From ecd914cfea434cdebebf4cac8502d8e1274e39b3 Mon Sep 17 00:00:00 2001
From: julian laplace <julescarbon@gmail.com>
Date: Tue, 22 Jul 2025 13:45:24 +0200
Subject: copy

---
 index.html | 32 ++++++++++++++++----------------
 1 file changed, 16 insertions(+), 16 deletions(-)

(limited to 'index.html')

diff --git a/index.html b/index.html
index 944cae1..856077b 100644
--- a/index.html
+++ b/index.html
@@ -165,6 +165,7 @@
         font-size: 10px;
         position: relative;
         bottom: 5px;
+        margin-right: -5px;
       }
       #help p {
         margin-block-start: 0;
@@ -626,7 +627,8 @@
 
         <p>
           With the root, fifth, fourth, and octave in the top-left corner, the
-          Lambdoma shows how the 3:2 proportion is basic to musical perception.
+          Lambdoma shows how the 3:2 proportion is essential to musical
+          perception.
         </p>
 
         <p>
@@ -635,11 +637,11 @@
           <u class="mode" name="pythagorean">Pythagorean</u> mode, where each
           ratio is a power of 2 or 3. Similar notes can be found by color and
           compared. One can easily hear how stacking fifths does not bring you
-          back to the starting note. Find two far-apart red notes and play both
+          back to the starting note: find two far-apart red notes and play both
           at once. These two frequencies are not quite the same, and they will
           audibly vibrate or "beat" against each other. The interval between
-          these notes is known as the "syntonic comma", and tuning systems try
-          to correct for it in various ways.
+          these notes is known as the <i>syntonic comma</i>, and tuning systems
+          try to correct for it in various ways.
         </p>
 
         <p>
@@ -662,12 +664,12 @@
           <i>countably</i>
           infinite. Consider that although there are infinitely many natural
           numbers, we may count our way up to each one, starting from 1.
-          Similarly, we can count the cells in a Lambdoma in a snake-like
-          pattern starting from 1:1, moving outward diagonally, and thus map all of the rationals to the
-          natural numbers. Though there are infinitely many rational numbers, by
-          their nature they are discrete, countable, and not completely dense.
-          Between any two rational numbers, there lies an uncountable continuity
-          of real numbers in ℝ.
+          Similarly, we can count the cells in a Lambdoma by starting from 1:1
+          and moving outward diagonally in a snake-like pattern, thus mapping
+          the rationals to the natural numbers.
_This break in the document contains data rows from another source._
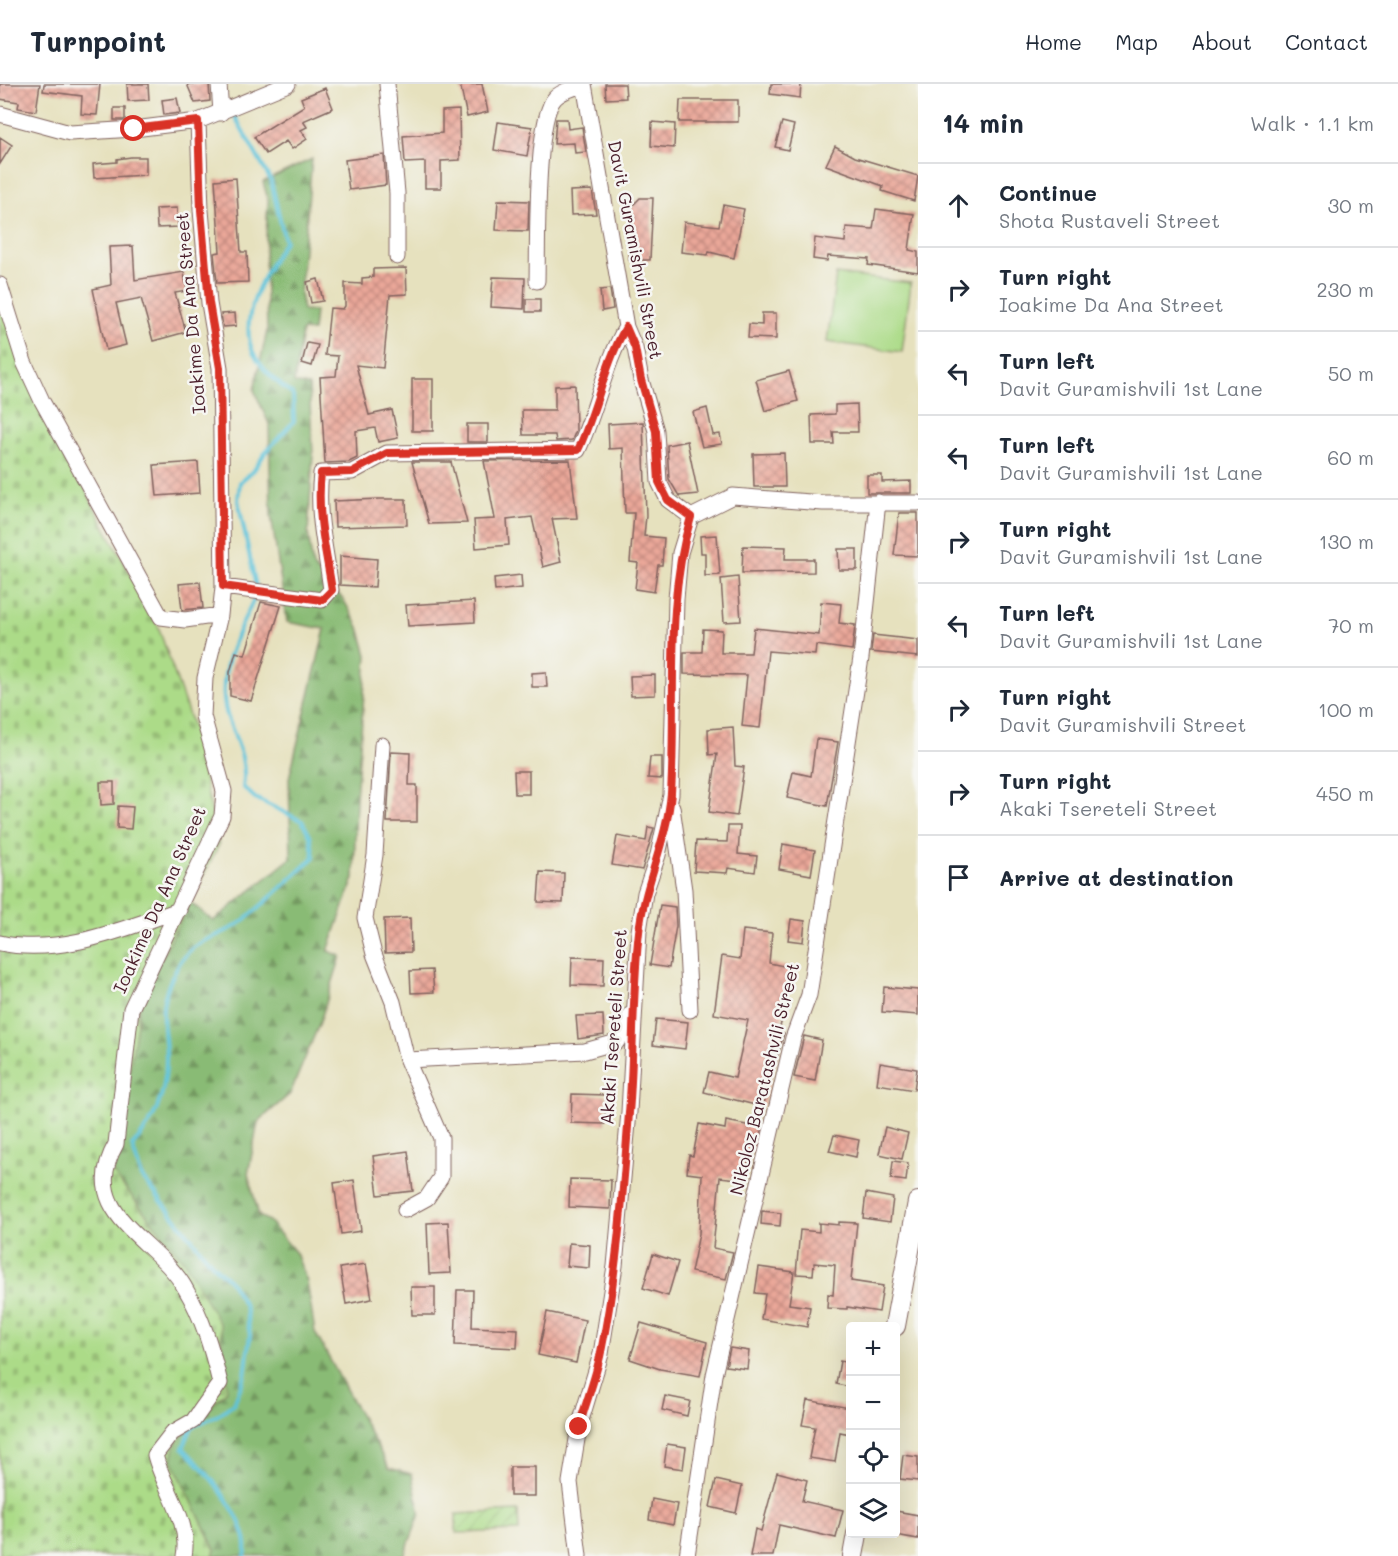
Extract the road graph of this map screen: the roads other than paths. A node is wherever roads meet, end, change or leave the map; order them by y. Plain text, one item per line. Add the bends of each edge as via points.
1 (219, 84) edge
2 (288, 84) edge
3 (387, 84) edge
4 (584, 84) edge
5 (221, 113) junction
6 (0, 114) edge
7 (198, 121) junction
8 (397, 257) dead end
9 (537, 281) dead end
10 (0, 285) edge
11 (626, 327) junction
12 (878, 502) junction
13 (918, 503) edge
14 (691, 517) junction
15 (223, 586) junction
16 (220, 615) junction
17 (382, 745) dead end
18 (671, 795) junction
19 (179, 910) junction
20 (0, 943) edge
21 (634, 1009) junction
22 (690, 1010) dead end
23 (407, 1060) junction
24 (918, 1202) edge
25 (405, 1210) dead end
26 (896, 1322) edge
27 (856, 1538) edge
28 (184, 1556) edge
29 (579, 1556) edge
30 (687, 1556) edge
31 (853, 1556) edge

1 - 5 street
2 - 5 street
3 - 8 street via 395,161
4 - 9 street via 564,90 546,111
4 - 11 street, Davit Guramishvili Street
5 - 7 street
6 - 7 street via 70,133
7 - 15 street, Ioakime Da Ana Street via 209,303 220,368
10 - 16 street via 24,363 42,401 161,617 184,620
11 - 14 street, Davit Guramishvili Street via 656,431 659,482 668,500
11 - 15 street via 613,350 578,450 387,453 352,472 321,473 321,538 332,590 322,600
12 - 13 street
12 - 14 street via 823,503 733,496
12 - 30 street, Nikoloz Baratashvili Street via 861,658 809,995 793,1038 714,1375
14 - 18 street, Akaki Tsereteli Street via 680,553 676,599
15 - 16 street, Ioakime Da Ana Street
16 - 19 street, Ioakime Da Ana Street via 205,678 203,716 224,791 222,816
17 - 23 street via 375,855 365,918 393,1002
18 - 21 street, Akaki Tsereteli Street via 645,893
18 - 22 street via 684,890
19 - 20 street via 83,941 23,948
19 - 28 street, Ioakime Da Ana Street via 131,1009 116,1144 106,1162 106,1194 120,1221 184,1286 208,1336 220,1383 193,1421 172,1433 155,1455 160,1477 181,1517
21 - 23 street via 617,1042 585,1050
21 - 29 street, Akaki Tsereteli Street via 615,1266 601,1354 579,1427 570,1482
23 - 25 street via 441,1138 441,1177 427,1198
24 - 26 street
27 - 31 street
Though there are infinitely many
+          rational numbers, by their nature they are discrete, countable, and
+          not completely dense. Between any two rational numbers, there lies an
+          uncountable continuity of real numbers in ℝ.
         </p>
 
         <h2>thank you!</h2>
@@ -678,18 +680,16 @@
             href="https://freesound.org/people/cabled_mess/packs/21410/"
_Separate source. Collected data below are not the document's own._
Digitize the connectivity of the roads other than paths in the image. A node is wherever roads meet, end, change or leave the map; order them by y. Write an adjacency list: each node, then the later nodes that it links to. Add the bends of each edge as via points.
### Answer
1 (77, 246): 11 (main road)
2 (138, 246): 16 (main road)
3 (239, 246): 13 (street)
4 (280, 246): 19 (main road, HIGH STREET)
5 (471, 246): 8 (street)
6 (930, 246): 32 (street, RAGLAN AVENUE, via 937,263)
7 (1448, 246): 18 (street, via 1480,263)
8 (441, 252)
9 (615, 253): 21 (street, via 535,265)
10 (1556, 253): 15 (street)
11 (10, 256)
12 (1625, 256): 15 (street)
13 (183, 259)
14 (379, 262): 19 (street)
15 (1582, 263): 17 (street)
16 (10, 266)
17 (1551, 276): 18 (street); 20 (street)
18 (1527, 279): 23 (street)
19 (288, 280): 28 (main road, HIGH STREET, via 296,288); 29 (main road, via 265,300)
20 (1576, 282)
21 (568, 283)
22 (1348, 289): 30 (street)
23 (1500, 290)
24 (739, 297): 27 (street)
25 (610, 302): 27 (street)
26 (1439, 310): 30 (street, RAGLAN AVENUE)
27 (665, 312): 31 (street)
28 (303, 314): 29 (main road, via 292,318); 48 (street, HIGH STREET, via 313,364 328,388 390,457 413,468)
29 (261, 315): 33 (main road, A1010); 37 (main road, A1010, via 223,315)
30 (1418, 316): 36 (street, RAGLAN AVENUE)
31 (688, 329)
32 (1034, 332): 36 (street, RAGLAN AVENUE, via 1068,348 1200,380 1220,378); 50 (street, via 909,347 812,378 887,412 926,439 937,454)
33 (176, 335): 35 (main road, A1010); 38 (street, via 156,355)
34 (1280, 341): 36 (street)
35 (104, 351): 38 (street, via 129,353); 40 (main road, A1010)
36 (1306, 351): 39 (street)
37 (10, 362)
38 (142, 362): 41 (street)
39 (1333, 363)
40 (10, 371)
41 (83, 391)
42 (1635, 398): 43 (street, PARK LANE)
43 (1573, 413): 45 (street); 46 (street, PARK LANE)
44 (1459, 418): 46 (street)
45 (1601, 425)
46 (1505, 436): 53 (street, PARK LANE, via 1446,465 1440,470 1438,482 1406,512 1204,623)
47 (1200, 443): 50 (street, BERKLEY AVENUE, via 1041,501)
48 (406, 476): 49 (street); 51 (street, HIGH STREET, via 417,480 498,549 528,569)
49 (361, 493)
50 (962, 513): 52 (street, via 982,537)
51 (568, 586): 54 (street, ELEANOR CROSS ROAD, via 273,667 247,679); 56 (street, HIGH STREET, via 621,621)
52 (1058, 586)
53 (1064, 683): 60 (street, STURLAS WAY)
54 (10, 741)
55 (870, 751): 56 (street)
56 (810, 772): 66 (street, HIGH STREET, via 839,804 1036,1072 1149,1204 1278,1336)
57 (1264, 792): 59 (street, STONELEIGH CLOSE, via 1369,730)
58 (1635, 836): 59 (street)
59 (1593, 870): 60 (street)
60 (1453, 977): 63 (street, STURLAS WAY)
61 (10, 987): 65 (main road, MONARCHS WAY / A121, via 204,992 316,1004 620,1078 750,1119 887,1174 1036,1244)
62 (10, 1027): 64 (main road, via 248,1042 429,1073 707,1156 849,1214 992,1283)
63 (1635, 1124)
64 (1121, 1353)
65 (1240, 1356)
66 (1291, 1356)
             target="_blank"
             >cabled_mess</a
-          >.
-          Gradient algorithm via
+          >. Gradient algorithm via
           <a href="https://iquilezles.org/articles/palettes/">Inigo Quizeles</a
-          >.
-	  Thanks to
+          >. Thanks to
           <a href="https://www.nyz.recycled-plastics.net/" target="_blank"
             >Dave Noyze</a
           >
           for telling me about
           <a href="https://www.lambdoma.com/" target="_blank">Barbara Hero</a>.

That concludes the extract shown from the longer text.